• Task requirements: Report, from the records below, every line where the word "nodes" appears.

• Material for this task:
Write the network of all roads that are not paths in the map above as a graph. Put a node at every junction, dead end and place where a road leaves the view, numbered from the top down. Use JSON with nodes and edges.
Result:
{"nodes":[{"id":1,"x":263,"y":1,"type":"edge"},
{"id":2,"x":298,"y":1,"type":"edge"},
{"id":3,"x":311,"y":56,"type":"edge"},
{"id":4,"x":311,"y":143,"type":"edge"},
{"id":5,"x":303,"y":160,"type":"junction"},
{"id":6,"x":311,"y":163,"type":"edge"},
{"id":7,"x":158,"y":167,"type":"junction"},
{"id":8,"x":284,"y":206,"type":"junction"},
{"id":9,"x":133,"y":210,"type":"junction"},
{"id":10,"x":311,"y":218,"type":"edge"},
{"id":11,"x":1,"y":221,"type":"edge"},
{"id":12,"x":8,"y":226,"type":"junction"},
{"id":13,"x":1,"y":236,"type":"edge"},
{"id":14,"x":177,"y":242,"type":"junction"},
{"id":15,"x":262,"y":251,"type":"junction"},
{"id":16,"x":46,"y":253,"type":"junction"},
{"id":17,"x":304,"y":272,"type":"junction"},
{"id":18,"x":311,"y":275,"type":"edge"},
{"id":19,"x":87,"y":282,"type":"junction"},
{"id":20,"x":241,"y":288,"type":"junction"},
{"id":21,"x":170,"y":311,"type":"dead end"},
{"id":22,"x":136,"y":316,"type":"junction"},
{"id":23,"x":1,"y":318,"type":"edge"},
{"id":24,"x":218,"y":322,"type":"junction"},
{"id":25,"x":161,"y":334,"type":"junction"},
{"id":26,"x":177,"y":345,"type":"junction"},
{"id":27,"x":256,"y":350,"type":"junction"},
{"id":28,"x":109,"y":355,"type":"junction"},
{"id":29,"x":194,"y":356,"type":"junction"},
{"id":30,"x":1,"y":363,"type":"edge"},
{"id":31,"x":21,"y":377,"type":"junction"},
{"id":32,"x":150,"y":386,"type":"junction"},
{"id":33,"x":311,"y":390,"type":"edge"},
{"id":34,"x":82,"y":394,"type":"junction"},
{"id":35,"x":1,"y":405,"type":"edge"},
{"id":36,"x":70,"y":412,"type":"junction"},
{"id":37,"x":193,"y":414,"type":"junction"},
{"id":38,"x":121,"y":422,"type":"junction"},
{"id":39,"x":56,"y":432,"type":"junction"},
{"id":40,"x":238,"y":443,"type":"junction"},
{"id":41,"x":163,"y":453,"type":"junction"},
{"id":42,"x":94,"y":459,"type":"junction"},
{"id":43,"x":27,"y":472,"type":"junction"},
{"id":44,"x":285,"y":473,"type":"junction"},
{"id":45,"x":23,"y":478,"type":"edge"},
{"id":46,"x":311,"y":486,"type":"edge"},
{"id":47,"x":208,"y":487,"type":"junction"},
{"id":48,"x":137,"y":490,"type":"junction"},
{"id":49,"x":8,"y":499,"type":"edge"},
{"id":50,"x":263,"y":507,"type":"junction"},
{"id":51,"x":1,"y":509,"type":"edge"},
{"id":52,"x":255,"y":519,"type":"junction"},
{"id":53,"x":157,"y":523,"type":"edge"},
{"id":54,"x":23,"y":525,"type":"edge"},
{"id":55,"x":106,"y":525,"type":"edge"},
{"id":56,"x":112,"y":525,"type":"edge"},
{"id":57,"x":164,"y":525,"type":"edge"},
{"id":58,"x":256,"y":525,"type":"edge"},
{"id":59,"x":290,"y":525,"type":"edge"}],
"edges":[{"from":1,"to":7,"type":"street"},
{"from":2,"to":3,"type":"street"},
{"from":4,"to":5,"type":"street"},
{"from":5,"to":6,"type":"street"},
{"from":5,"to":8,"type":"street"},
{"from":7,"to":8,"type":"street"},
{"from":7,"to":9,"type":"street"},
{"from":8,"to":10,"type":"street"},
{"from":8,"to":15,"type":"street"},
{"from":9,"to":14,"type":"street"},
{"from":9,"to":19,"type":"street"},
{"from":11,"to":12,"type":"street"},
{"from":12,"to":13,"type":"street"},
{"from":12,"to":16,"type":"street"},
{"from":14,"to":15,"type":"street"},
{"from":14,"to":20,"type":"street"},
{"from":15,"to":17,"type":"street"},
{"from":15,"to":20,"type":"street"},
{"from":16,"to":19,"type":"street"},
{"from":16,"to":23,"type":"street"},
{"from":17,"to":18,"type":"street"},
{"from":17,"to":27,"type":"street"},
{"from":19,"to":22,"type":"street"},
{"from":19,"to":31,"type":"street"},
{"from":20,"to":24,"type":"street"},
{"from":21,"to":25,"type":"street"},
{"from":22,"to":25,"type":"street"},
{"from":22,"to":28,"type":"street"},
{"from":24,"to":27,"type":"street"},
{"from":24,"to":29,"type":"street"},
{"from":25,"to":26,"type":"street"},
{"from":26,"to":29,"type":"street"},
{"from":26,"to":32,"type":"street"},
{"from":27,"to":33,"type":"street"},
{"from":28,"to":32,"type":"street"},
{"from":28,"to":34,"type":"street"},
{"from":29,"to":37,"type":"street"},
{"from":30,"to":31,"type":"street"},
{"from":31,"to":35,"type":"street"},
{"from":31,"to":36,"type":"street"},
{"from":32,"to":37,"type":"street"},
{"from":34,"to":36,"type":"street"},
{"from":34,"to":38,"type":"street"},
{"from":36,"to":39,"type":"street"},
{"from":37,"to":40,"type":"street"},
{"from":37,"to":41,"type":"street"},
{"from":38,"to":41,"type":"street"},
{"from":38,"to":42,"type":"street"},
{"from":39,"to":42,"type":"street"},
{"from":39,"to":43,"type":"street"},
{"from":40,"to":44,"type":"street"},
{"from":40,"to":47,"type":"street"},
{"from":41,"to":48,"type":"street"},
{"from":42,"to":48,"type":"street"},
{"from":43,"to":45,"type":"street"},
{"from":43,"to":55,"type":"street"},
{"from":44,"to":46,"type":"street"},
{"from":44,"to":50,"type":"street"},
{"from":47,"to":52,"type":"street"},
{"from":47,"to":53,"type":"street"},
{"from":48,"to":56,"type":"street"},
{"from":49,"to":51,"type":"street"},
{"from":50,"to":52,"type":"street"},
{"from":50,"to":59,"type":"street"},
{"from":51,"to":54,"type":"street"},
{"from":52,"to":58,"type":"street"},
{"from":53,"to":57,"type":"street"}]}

• Task solution:
Write the network of all roads that are not paths in the map above as a graph. Put a node at every junction, dead end and place where a road leaves the view, numbered from the top down. Use JSON with nodes and edges.
{"nodes":[{"id":1,"x":263,"y":1,"type":"edge"},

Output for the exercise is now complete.